Capítulo 5: Dulces sueños
La lámpara de noche se apagó poco a poco, dejando la habitación en penumbra. Las niñas seguían abrazadas, muy cerca.
“Buenas noches, oscuridad”, susurró Lucía. “Gracias por cuidarnos.”
“Buenas noches, Lucía”, respondieron Martina y Julia al mismo tiempo. “Buenas noches, conejito.”
Lucía sintió que el conejito la abrazaba también. Sus párpados pesaban, y una sensación de paz la envolvió.
Antes de quedarse dormida, Lucía pensó en todo lo que había aprendido esa noche.

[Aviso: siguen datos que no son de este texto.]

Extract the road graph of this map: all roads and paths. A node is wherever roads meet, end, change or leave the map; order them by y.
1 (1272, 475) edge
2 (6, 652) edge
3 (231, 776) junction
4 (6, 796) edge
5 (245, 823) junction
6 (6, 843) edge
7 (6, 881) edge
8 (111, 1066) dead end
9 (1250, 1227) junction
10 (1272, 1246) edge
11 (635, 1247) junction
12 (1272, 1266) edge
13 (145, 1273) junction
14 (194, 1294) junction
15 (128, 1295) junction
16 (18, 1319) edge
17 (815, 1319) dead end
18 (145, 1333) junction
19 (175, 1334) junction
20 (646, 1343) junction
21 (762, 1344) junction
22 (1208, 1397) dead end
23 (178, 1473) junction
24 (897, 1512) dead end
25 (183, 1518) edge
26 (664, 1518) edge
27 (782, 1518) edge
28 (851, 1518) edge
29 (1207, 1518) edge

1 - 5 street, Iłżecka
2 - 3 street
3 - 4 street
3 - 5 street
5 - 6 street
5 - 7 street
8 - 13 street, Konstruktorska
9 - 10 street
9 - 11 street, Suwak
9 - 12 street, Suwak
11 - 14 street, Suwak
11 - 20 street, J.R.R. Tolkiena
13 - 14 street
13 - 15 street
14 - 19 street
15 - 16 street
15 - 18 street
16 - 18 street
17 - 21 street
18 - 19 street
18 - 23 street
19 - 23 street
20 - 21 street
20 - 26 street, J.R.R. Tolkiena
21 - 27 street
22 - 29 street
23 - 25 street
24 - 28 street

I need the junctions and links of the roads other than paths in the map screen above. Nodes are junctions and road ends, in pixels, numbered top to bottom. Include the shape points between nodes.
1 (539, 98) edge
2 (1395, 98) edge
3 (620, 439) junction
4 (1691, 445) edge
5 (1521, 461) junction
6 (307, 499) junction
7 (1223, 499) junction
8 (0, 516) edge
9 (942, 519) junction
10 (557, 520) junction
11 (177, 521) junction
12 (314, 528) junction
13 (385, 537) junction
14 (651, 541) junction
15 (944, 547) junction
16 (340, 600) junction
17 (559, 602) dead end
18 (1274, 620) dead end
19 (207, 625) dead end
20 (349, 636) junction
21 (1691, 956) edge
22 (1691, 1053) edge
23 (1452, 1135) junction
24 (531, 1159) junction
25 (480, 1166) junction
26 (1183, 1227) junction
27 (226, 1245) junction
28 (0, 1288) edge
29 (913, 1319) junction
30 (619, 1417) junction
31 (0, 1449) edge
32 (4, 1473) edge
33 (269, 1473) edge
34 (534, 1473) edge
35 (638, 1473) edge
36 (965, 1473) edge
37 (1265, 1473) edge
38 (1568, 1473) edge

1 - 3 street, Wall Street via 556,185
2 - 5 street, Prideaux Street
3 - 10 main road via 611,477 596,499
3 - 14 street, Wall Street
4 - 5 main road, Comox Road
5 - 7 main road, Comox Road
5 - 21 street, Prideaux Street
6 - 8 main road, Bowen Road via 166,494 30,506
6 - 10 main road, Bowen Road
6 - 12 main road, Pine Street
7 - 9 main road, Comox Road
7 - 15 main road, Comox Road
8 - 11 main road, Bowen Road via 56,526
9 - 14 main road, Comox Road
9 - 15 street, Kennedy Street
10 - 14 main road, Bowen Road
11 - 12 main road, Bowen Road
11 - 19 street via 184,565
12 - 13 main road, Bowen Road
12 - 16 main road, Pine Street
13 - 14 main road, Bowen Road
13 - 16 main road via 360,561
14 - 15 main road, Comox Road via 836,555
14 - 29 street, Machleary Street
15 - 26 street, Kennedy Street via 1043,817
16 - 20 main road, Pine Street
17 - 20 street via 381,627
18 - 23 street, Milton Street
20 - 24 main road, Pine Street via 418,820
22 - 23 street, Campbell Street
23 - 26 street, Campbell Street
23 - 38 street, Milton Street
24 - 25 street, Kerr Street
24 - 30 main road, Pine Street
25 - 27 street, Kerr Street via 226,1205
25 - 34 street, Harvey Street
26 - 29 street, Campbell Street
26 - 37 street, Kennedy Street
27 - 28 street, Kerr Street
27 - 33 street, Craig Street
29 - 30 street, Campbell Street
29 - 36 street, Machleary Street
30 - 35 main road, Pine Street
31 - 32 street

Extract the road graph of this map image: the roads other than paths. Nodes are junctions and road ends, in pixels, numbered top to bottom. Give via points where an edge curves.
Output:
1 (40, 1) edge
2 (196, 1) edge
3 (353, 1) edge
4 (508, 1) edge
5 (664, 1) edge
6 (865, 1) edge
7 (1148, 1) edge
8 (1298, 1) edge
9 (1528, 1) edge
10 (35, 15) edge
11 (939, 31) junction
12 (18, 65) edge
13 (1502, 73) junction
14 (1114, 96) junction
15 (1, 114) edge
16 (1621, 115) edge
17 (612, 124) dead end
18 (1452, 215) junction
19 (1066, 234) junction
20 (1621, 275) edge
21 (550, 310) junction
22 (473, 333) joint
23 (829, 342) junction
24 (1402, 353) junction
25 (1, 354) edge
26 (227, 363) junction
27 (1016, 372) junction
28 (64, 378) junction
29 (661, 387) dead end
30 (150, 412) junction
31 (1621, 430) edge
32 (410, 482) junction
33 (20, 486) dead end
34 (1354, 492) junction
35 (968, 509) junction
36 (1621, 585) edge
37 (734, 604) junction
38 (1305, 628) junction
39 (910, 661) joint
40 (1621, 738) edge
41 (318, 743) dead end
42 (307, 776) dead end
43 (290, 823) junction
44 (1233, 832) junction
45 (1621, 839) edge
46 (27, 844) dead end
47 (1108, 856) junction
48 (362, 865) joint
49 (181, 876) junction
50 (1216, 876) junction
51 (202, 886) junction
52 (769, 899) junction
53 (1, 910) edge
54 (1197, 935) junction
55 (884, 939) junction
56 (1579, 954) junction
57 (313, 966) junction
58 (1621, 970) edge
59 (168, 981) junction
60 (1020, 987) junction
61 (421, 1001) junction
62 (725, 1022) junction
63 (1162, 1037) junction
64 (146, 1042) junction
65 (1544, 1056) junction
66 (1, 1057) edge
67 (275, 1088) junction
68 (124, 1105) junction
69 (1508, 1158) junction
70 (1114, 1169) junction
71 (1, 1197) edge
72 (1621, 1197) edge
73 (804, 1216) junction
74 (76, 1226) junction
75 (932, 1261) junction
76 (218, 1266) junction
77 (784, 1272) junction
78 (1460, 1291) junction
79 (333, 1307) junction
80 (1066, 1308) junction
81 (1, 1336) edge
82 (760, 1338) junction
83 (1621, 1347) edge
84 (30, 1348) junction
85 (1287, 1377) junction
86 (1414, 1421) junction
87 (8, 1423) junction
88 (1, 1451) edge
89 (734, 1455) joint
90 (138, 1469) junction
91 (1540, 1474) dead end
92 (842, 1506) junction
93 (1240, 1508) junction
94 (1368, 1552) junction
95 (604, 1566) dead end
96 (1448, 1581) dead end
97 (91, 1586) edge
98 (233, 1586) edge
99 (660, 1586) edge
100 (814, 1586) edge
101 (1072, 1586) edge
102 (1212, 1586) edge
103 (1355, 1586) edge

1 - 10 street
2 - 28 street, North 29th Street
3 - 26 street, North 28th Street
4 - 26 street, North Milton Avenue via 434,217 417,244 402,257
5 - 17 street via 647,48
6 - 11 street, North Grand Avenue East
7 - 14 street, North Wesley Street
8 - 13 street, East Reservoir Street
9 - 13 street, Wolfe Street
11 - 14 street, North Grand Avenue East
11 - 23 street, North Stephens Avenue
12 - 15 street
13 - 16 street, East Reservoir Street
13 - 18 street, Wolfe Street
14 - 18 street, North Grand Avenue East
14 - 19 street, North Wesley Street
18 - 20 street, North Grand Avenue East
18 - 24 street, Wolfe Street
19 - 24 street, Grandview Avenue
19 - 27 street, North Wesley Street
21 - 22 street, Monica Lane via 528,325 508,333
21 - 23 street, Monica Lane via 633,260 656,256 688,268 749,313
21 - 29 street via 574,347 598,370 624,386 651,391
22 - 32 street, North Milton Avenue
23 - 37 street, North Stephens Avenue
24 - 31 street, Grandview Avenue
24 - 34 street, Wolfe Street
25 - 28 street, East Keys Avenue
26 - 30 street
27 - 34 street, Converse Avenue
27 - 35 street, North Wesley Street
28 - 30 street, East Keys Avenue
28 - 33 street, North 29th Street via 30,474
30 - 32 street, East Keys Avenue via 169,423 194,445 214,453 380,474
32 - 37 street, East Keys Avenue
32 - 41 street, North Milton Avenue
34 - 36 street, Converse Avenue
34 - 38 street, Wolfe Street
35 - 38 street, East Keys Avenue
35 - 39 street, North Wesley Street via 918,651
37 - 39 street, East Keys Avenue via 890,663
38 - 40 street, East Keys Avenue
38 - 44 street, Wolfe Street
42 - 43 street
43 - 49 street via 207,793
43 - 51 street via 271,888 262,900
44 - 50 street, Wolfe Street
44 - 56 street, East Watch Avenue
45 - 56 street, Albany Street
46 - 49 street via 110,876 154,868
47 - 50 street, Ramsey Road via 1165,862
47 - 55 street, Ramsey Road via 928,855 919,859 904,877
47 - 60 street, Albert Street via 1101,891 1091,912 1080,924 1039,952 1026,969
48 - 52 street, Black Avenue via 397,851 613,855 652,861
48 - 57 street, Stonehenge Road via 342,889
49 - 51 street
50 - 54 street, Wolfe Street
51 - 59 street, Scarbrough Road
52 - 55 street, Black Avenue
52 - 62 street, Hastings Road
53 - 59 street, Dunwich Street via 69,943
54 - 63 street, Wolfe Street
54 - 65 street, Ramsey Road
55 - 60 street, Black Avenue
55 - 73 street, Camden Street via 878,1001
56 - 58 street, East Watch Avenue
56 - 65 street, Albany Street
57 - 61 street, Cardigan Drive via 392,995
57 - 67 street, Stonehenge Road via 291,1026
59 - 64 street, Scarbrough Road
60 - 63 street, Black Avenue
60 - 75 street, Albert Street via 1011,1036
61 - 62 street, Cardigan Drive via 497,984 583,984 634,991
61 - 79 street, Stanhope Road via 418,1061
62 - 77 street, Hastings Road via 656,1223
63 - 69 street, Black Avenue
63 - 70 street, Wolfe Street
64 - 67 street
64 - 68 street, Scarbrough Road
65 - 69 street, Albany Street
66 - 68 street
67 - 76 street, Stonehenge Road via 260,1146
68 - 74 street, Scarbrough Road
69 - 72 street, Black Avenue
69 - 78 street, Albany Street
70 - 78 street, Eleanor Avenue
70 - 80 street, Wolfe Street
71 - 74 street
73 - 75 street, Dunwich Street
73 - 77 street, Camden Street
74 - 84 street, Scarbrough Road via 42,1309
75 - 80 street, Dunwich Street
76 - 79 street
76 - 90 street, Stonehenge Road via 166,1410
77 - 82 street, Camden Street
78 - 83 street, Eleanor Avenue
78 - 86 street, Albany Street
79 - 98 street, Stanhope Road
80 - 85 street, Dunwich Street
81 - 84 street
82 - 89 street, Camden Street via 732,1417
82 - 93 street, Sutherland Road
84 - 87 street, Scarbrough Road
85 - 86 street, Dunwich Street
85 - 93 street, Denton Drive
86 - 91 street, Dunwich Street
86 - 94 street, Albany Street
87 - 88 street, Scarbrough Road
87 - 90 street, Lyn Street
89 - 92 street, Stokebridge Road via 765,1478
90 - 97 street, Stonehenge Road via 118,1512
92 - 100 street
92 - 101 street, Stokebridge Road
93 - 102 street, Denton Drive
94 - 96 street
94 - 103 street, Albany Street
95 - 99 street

Que la oscuridad puede ser amiga, que los rituales ayudan a sentirse seguros y que nunca se está solo si tienes cerca a quienes te quieren.
Fuera, el viento movía suavemente las cortinas. La casa estaba tranquila. La oscuridad, lejos de dar miedo, era como una manta acogedora que protegía los sueños de todos.
Al final, Lucía sonrió en sueños y, junto a sus amigas, viajó por mundos imaginarios, sabiendo que la noche estaba llena de calma y promesas de un nuevo día.
Y así, con la ayuda de un conejito suave, una linterna-gato y el cariño de sus amigas, Lucía aprendió que la oscuridad no era enemiga, sino el principio de dulces sueños y aventuras tranquilas.